Fault-tolerance / Correctness / Recoverability The worker should be designed to be able to re-run and retry some requests or continue the process on restart. It should not loose data in exceptional cases. If possible, the logic should be in DB transaction if possible.
Scalability The worker should support running in multiple instances.

Pros

  • Can handle any kind of logic, such as triggering an OMS event, working with multiple orders, and processing non-OMS-related logic.

Cons

  • Requires custom implementation on the project level.
  • Requires custom monitoring, operating tools, and procedures.

If the worker works with OMS, the workflow is as follows:

Solutions quality attributes comparison

The following comparison table illustrates the various quality attributes of the synchronous request handling, and asynchronous request handling with the OMS check-condition worker and the Jenkins job.

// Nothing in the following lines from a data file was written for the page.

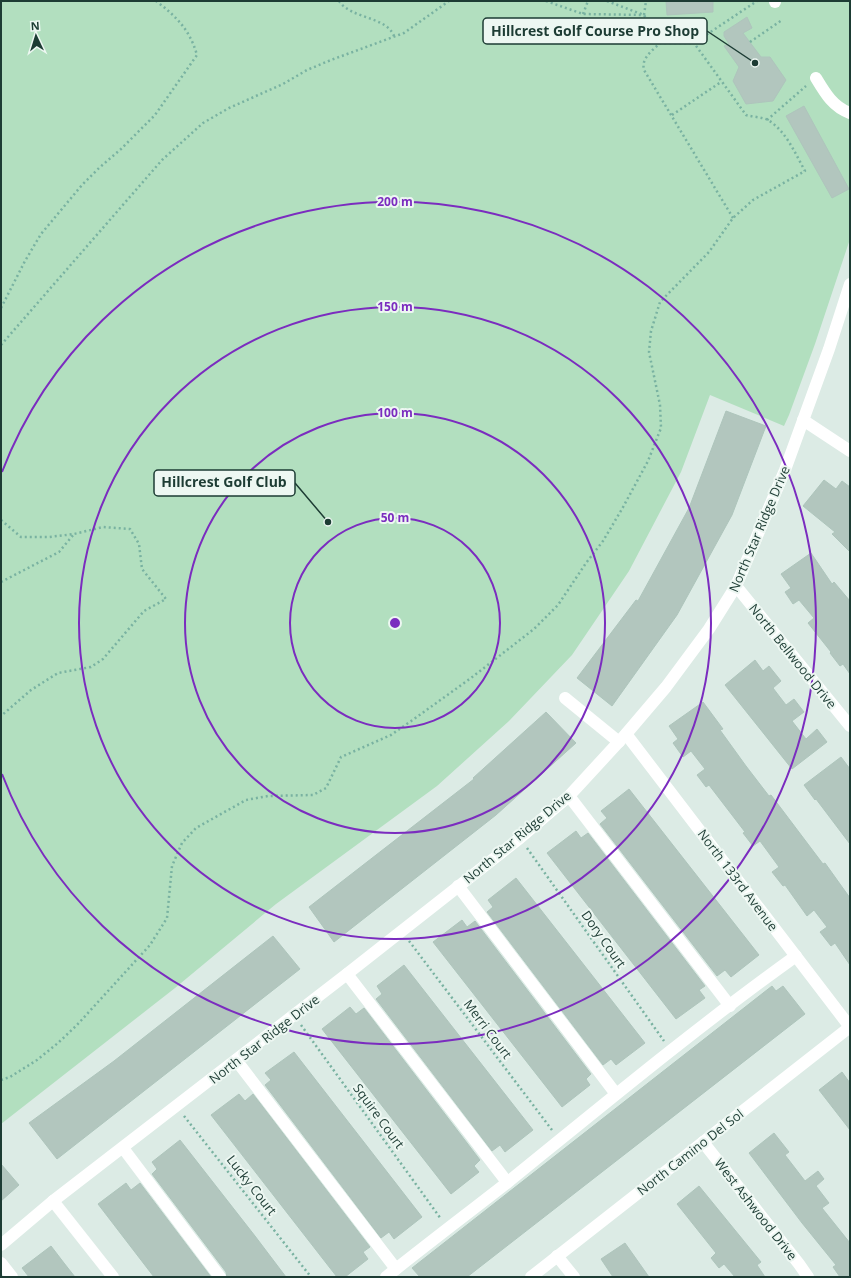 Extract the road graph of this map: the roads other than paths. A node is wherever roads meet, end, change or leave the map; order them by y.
1 (816, 78) road end
2 (850, 113) edge
3 (850, 284) edge
4 (803, 420) junction
5 (850, 451) edge
6 (736, 586) junction
7 (565, 698) dead end
8 (850, 726) edge
9 (622, 738) junction
10 (569, 796) junction
11 (458, 886) junction
12 (796, 956) junction
13 (347, 974) junction
14 (730, 1006) junction
15 (850, 1027) edge
16 (236, 1060) junction
17 (616, 1094) junction
18 (703, 1142) junction
19 (123, 1148) junction
20 (507, 1182) junction
21 (53, 1201) junction
22 (1, 1245) edge
23 (557, 1256) junction
24 (1, 1263) edge
25 (396, 1269) junction
26 (12, 1277) edge
27 (113, 1277) edge
28 (220, 1277) edge
29 (386, 1277) edge
30 (531, 1277) edge
31 (574, 1277) edge
32 (808, 1277) edge

1 - 2 street
3 - 4 street, North Star Ridge Drive
4 - 5 street
4 - 6 street, North Star Ridge Drive
6 - 8 street, North Bellwood Drive
6 - 9 street, North Star Ridge Drive
7 - 9 street, North 133rd Avenue
9 - 10 street, North Star Ridge Drive
9 - 12 street, North 133rd Avenue
10 - 11 street, North Star Ridge Drive
10 - 14 street
11 - 13 street, North Star Ridge Drive
11 - 17 street
12 - 14 street
12 - 15 street, North 133rd Avenue
13 - 16 street, North Star Ridge Drive
13 - 20 street
14 - 17 street
15 - 18 street, North Camino Del Sol
16 - 19 street, North Star Ridge Drive
16 - 25 street
17 - 20 street
18 - 23 street, North Camino Del Sol
18 - 32 street, West Ashwood Drive
19 - 21 street, North Star Ridge Drive
19 - 28 street
20 - 25 street
21 - 22 street, North Star Ridge Drive
21 - 27 street
23 - 30 street, North Camino Del Sol
23 - 31 street
24 - 26 street
25 - 29 street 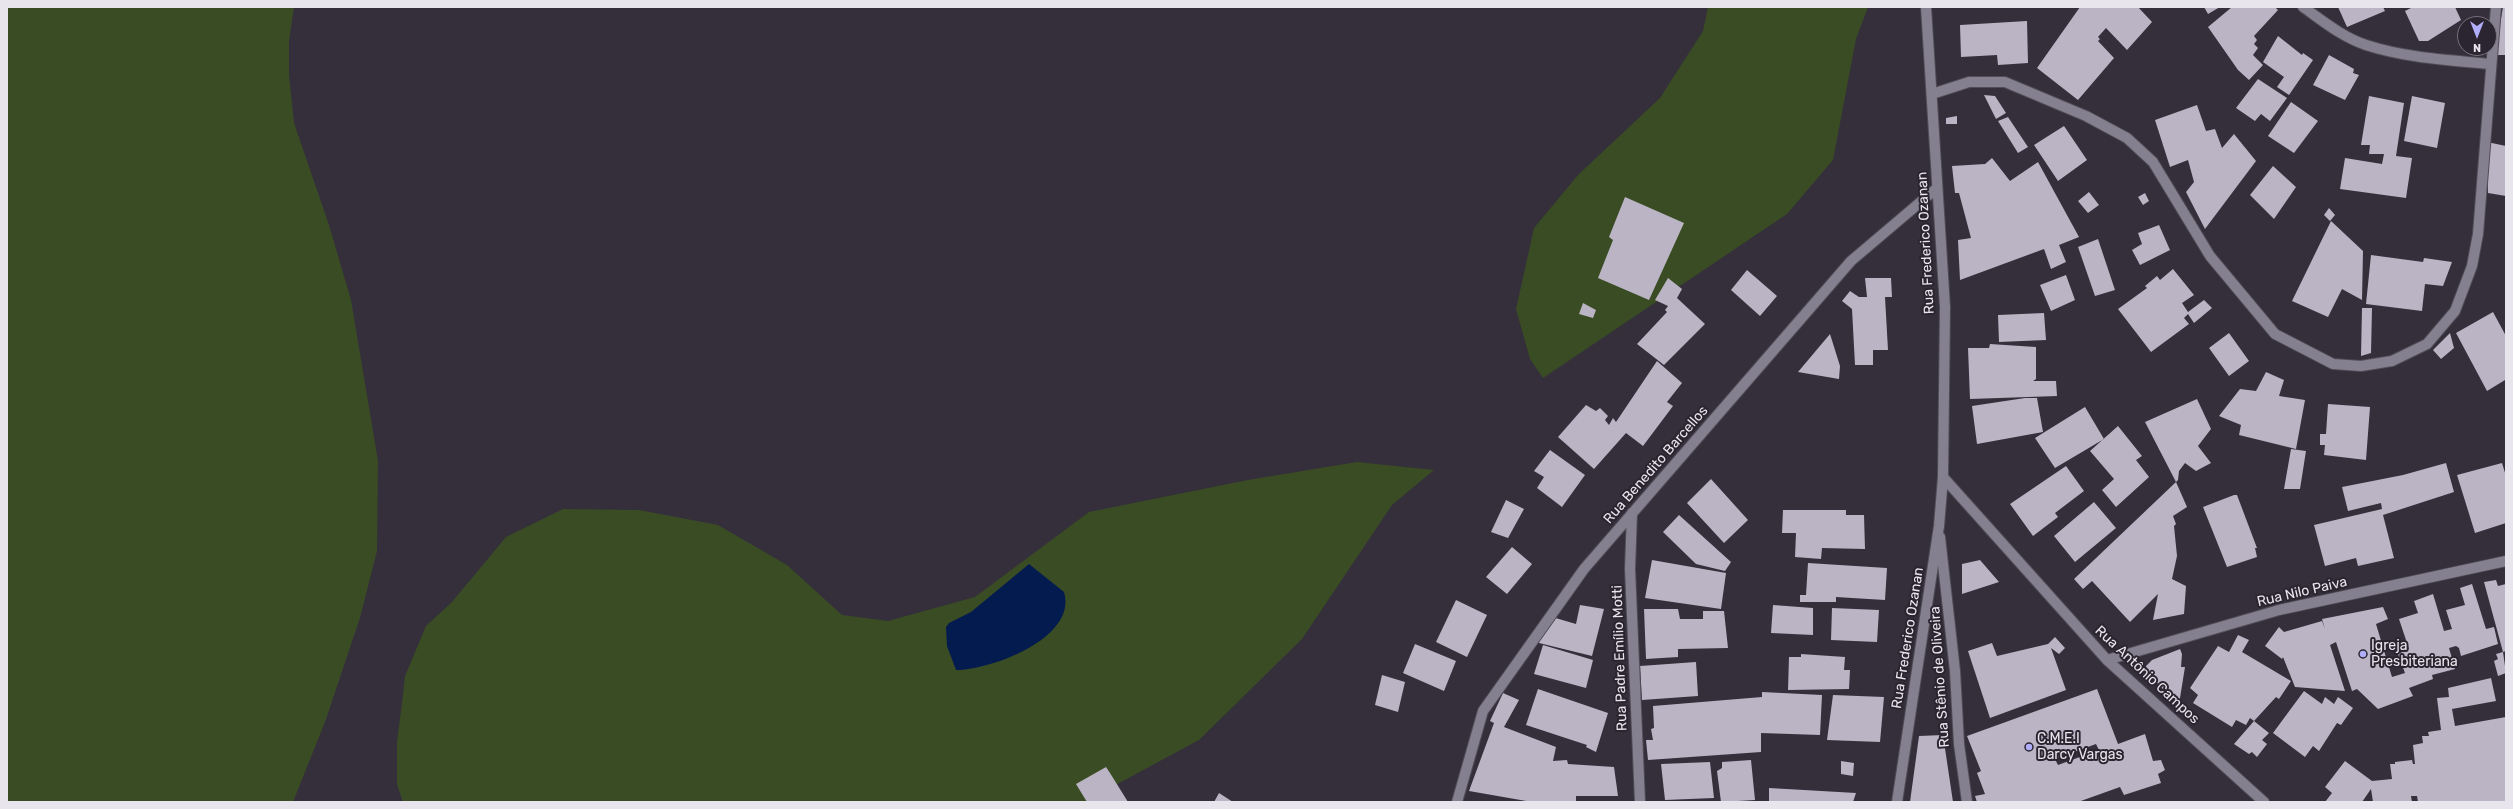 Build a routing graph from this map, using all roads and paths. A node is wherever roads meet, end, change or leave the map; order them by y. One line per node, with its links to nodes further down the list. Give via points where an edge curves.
1 (1926, 7): 5 (street, Rua Frederico Ozanan)
2 (2303, 7): 4 (street, via 2336,31 2366,45 2415,56)
3 (2496, 7): 4 (street)
4 (2490, 64): 5 (street, via 2478,234 2472,266 2455,311 2427,344 2392,361 2361,366 2333,364 2275,334 2210,256 2154,162 2127,138 2086,116 2005,82 1969,82)
5 (1932, 94): 6 (street, Rua Frederico Ozanan)
6 (1937, 188): 7 (street, Rua Frederico Ozanan, via 1945,307); 8 (street, Rua Benedito Barcellos, via 1851,262)
7 (1943, 477): 9 (street, Rua Frederico Ozanan); 11 (street, Rua Antônio Campos)
8 (1632, 513): 12 (street, Rua Benedito Barcellos, via 1584,569 1484,711); 13 (street, Rua Padre Emílio Motti, via 1630,569)
9 (1939, 526): 14 (street, Rua Frederico Ozanan); 15 (street, Rua Stênio de Oliveira, via 1955,671 1959,744)
10 (2506, 561): 11 (street, Rua Nilo Paiva, via 2279,610)
11 (2107, 660): 16 (street, Rua Antônio Campos)
12 (1457, 802)
13 (1640, 802)
14 (1897, 802)
15 (1967, 802)
16 (2264, 802)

Quality attribute Synchronous handling OMS check-condition worker Jenkins job
Availability / Degradability ❓ Depends on load balancers and availability of all sub-components and applications ❓ Depends on OMS worker load
Modifiability / Flexibility ❌ Order must be in a specific OMS state
❌ OMS worker cannot trigger OMS events
❌ Cannot run logic that is not represented in OMS
Performance ❓ Depends on the application performance and hardware
Testability / Maintainability / Monitoring / Operability ❗ Limited amount of tools are available OOTB ❗ No OOTB tools
Usability / Understandability / Simplicity ❗ Experience with OMS engine is required ❗ Experience with Jenkins and CLI is required
Fault-tolerance / Correctness / Recoverability ❌ HTTP connection usually has timeout.
❌ Extra efforts to make an application recoverable are required (may be impossible).
❌ Extra efforts to implement retry mechanism are required (may be impossible).
❗ Lock mechanism is required
✅ Put transition command into DB transaction to be able to retry (if possible)
✅ Retry transitions can trigger retry logic manually or by timeout
✅ Retry transitions can trigger retry logic manually or by timeout
✅ Event handler logic should be inside of DB transaction to be able to retry (if possible)
❗ Lock mechanism is required
Scaleability ✅Static scaling of OMS check-condition job ✅ Static scaling of Jenkins job
Upgradability ✅ No upgradability issues due to no OOTB functionality usage

✅ good or bonus

❓unknown or depends on a project

❗ moderate, requires attention, but can be handled

❌ absent or impossible

Storage engines quality attributes comparison

Quality attribute DB Storage RabbitMQ Storage Redis
Modifiability / Flexibility - ✅ Supports TTL if needed ✅ Supports TTL if needed
Performance ❗ Can lead to performance issues with huge amount of data or huge message size
Usability / Understandability / Simplicity ❗ Needs experience ❗ Needs experience
Fault-tolerance / Correctness / Recoverability ❗ DLQ can be used to implement retry logic, but no OOTB solution ❌ Cannot store messages long period of time

Conclusion

If the processing logic is simple and fast, or the caller can handle errors and supports the retry logic, then the synchronous processing solution is more suitable.

If the process could take a long time or is sensitive to errors—for example, there is no retry logic support, there is a potential loss of data, or unacceptable UX—then we recommend representing the logic in OMS and using the oms:check-condition worker if possible.

In other cases, we recommend implementing a dedicated worker to process the requests asynchronously.